The advantages of the invention may be further evidenced by a comparison of dosage rates required for the application of aluminum phosphide. Label instructions recommend 180 tablets per 1000 bushels, while general usage in the trade has involved 40 to 80 tablets per 1000 bushels, leading to effective controls in 8 to 10 and 8 to 21 days, respectively. Utilizing the method of the present invention, however, no more than 20-40 tablets per 1000 bushels need be used to obtain effective controls in 5.5 to 6 days.
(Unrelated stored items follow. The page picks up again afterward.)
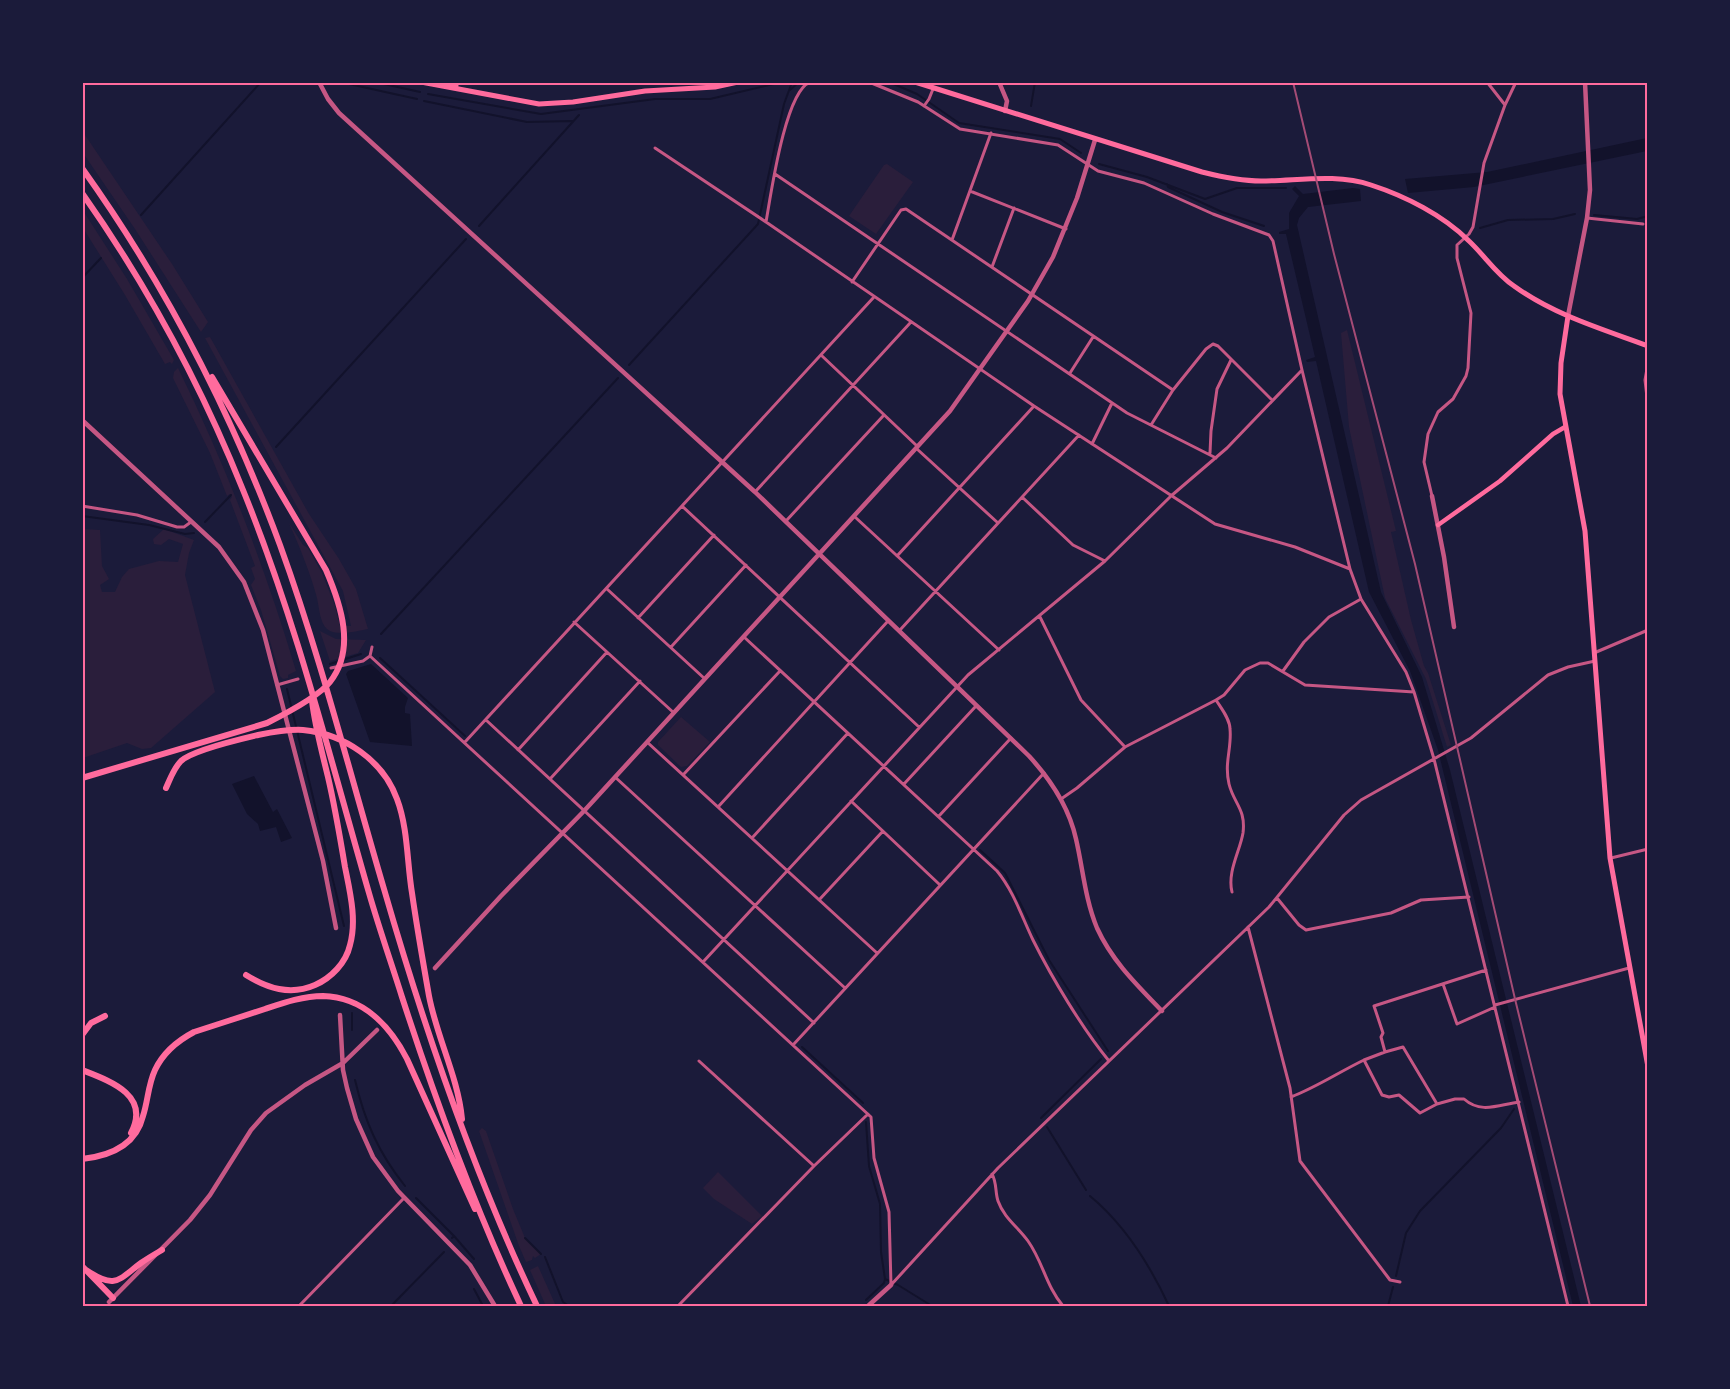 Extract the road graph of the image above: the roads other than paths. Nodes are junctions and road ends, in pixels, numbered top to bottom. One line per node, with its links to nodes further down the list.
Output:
1 (319, 82): 64 (street)
2 (421, 82): 13 (main road)
3 (445, 82): 13 (main road)
4 (738, 82): 13 (main road)
5 (810, 82): 22 (street)
6 (869, 82): 14 (street)
7 (915, 82): 12 (main road)
8 (999, 82): 16 (street)
9 (1487, 82): 15 (street)
10 (1516, 82): 15 (street)
11 (1585, 82): 26 (street)
12 (933, 88): 14 (street); 16 (main road)
13 (475, 93)
14 (925, 104): 17 (street)
15 (1505, 105): 30 (street)
16 (1005, 111): 18 (main road)
17 (991, 133): 20 (street); 23 (street)
18 (1095, 140): 20 (street); 30 (main road)
19 (655, 148): 27 (street)
20 (1088, 165): 29 (street); 47 (street)
21 (82, 168): 38 (highway)
22 (775, 174): 27 (street); 32 (street)
23 (970, 190): 25 (street); 31 (street)
24 (82, 193): 110 (highway)
25 (1014, 208): 29 (street); 33 (street)
26 (1587, 218): 28 (street); 37 (street)
27 (766, 222): 34 (street)
28 (1642, 224)
29 (1066, 229): 35 (street)
30 (1466, 238): 37 (main road); 68 (street)
31 (952, 240): 32 (street); 33 (street)
32 (879, 242): 34 (street); 40 (street)
33 (992, 267): 35 (street)
34 (852, 282): 36 (street)
35 (1032, 295): 40 (street); 41 (street)
36 (874, 297): 39 (street); 43 (street)
37 (1568, 316): 42 (main road); 58 (main road)
38 (179, 322): 130 (highway); 184 (highway)
39 (910, 322): 46 (street); 49 (street)
40 (1007, 331): 46 (street); 48 (street)
41 (1094, 337): 48 (street); 50 (street)
42 (1647, 346)
43 (820, 355): 49 (street); 64 (street)
44 (1231, 360): 50 (street); 51 (street); 62 (street)
45 (1647, 363): 54 (street)
46 (980, 370): 53 (street); 61 (street)
47 (1302, 370): 51 (street); 82 (street)
48 (1070, 373): 52 (street)
49 (852, 385): 55 (street); 66 (street)
50 (1173, 390): 57 (street)
51 (1272, 400): 63 (street)
52 (1112, 403): 57 (street); 60 (street)
53 (1035, 406): 59 (street); 65 (street)
54 (1647, 406)
55 (884, 415): 61 (street); 74 (street)
56 (82, 420): 73 (street)
57 (1151, 425): 62 (street)
58 (1565, 428): 76 (main road); 99 (main road)
59 (1079, 435): 60 (street); 69 (street)
60 (1092, 444): 67 (street)
61 (918, 448): 65 (street); 72 (street)
62 (1210, 454): 63 (street)
63 (1216, 458): 67 (street)
64 (722, 462): 66 (street); 71 (street)
65 (960, 488): 75 (street); 79 (street)
66 (754, 492): 74 (street)
67 (1171, 496): 80 (street); 82 (street)
68 (1432, 496): 76 (street)
69 (1022, 497): 75 (street); 80 (street)
70 (82, 506): 73 (street)
71 (682, 506): 77 (street); 83 (street)
72 (855, 517): 78 (street); 79 (street)
73 (192, 521): 109 (street)
74 (786, 521): 78 (street)
75 (998, 523): 84 (street)
76 (1438, 525): 91 (street)
77 (714, 535): 81 (street); 88 (street)
78 (821, 554): 85 (street); 89 (street)
79 (897, 556): 84 (street)
80 (1105, 561): 87 (street)
81 (746, 565): 85 (street); 96 (street)
82 (1350, 570): 86 (street)
83 (607, 589): 88 (street); 90 (street)
84 (935, 591): 92 (street); 97 (street)
85 (780, 597): 94 (street); 102 (street)
86 (1361, 599): 105 (street); 112 (street)
87 (1040, 616): 97 (street); 123 (street)
88 (639, 618): 96 (street)
89 (890, 620): 92 (street); 102 (street)
90 (574, 622): 98 (street); 117 (street)
91 (1454, 627)
92 (900, 630): 111 (street)
93 (1647, 630): 99 (street)
94 (744, 637): 104 (street); 107 (street)
95 (372, 647): 100 (street)
96 (671, 647): 107 (street)
97 (999, 650): 111 (street)
98 (607, 652): 108 (street); 124 (street)
99 (1594, 653): 101 (main road)
100 (370, 656): 103 (street); 121 (street)
101 (1594, 661): 125 (street); 144 (main road)
102 (850, 662): 114 (street); 118 (street)
103 (332, 668)
104 (780, 670): 114 (street); 128 (street)
105 (1283, 671): 112 (street); 113 (street)
106 (298, 679): 109 (street)
107 (705, 679): 116 (street)
108 (640, 681): 116 (street); 131 (street)
109 (277, 685): 153 (street)
110 (311, 685): 160 (highway); 190 (highway)
111 (957, 686): 115 (street); 118 (street)
112 (1414, 692): 125 (street)
113 (1216, 700): 123 (street); 147 (street)
114 (814, 702): 119 (street); 136 (street)
115 (977, 705): 120 (street); 132 (street)
116 (674, 713): 122 (street)
117 (486, 720): 121 (street); 124 (street)
118 (919, 727): 126 (street)
119 (848, 733): 126 (street); 141 (street)
120 (1011, 737): 127 (street); 138 (street)
121 (465, 742): 140 (street)
122 (647, 742): 128 (street); 129 (street)
123 (1125, 747): 134 (street)
124 (518, 750): 131 (street)
125 (1436, 758): 148 (street); 149 (street)
126 (884, 765): 132 (street); 135 (street)
127 (1044, 772): 134 (street); 142 (street)
128 (683, 775): 136 (street)
129 (615, 777): 137 (street); 151 (street)
130 (82, 778)
131 (550, 779): 137 (street)
132 (904, 784): 138 (street)
133 (166, 788): 184 (highway)
134 (1061, 799): 164 (street)
135 (851, 801): 139 (street); 145 (street)
136 (718, 807): 141 (street)
137 (584, 811): 140 (street); 154 (street)
138 (939, 816): 142 (street)
139 (883, 831): 146 (street); 150 (street)
140 (563, 833): 156 (street); 158 (street)
141 (752, 838): 145 (street)
142 (974, 848): 146 (street); 174 (street)
143 (1647, 849): 144 (street)
144 (1610, 858): 157 (main road)
145 (787, 870): 150 (street); 151 (street)
146 (940, 885): 155 (street)
147 (1232, 891)
148 (1469, 897): 149 (street); 159 (street)
149 (1277, 898): 152 (street)
150 (819, 900): 155 (street)
151 (755, 905): 154 (street); 162 (street)
152 (1248, 927): 164 (street); 179 (street)
153 (336, 928)
154 (723, 940): 156 (street); 167 (street)
155 (877, 953): 162 (street)
156 (703, 962): 170 (street)
157 (1630, 967): 163 (street); 176 (main road)
158 (435, 968)
159 (1486, 970): 161 (street); 163 (street)
160 (246, 975)
161 (1443, 984): 163 (street); 171 (street)
162 (845, 988): 167 (street)
163 (1496, 1005): 181 (street)
164 (1162, 1011): 174 (street)
165 (340, 1015): 175 (street)
166 (105, 1016): 169 (highway)
167 (814, 1023): 170 (street)
168 (377, 1030): 175 (street)
169 (82, 1035)
170 (793, 1045): 183 (street)
171 (1385, 1052): 172 (street); 182 (street)
172 (1364, 1060): 179 (street); 182 (street)
173 (699, 1061): 187 (street)
174 (1109, 1061): 188 (street)
175 (343, 1063): 189 (street); 191 (street)
176 (1647, 1067)
177 (82, 1070): 185 (highway)
178 (82, 1076): 180 (highway)
179 (1291, 1097): 193 (street)
180 (82, 1100)
181 (1519, 1102): 182 (street); 203 (street)
182 (1437, 1104)
183 (868, 1114): 187 (street); 194 (street)
184 (463, 1128): 199 (highway)
185 (123, 1146): 186 (highway); 190 (highway)
186 (82, 1159)
187 (814, 1166): 200 (street)
188 (992, 1174): 194 (street); 202 (street)
189 (404, 1198): 196 (street); 197 (street)
190 (487, 1228): 198 (highway)
191 (162, 1250): 192 (highway); 195 (street)
192 (84, 1268): 195 (highway)
193 (1400, 1282)
194 (891, 1285): 201 (street)
195 (109, 1302)
196 (299, 1306)
197 (495, 1306)
198 (521, 1306)
199 (537, 1306)
200 (678, 1306)
201 (868, 1306)
202 (1063, 1306)
203 (1568, 1306)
Although typical embodiments of the present invention have been illustrated and discussed herein, further modifications and alternative embodiments of the method of this invention will be apparent to those skilled in the art in view of this description. Accordingly, this description is to be construed as illustrative only and is provided for the purpose of teaching those skilled in the art the manner and technique of practicing the method of this invention. It is to be understood that the forms of the invention shown and described herein are considered the presently preferred embodiments, although various changes might be made in the configurations, sizes, and arrangements of the parts and steps utilized, as will be recognized by those skilled in the art without departing from the scope of the invention. Equivalent steps, for example, might be substituted for those illustrated and described herein, and certain features of the invention might be utilized independently of the use of other features, all as will be apparent to one skilled in the art after receiving the benefit obtained through reading the foregoing description of the invention.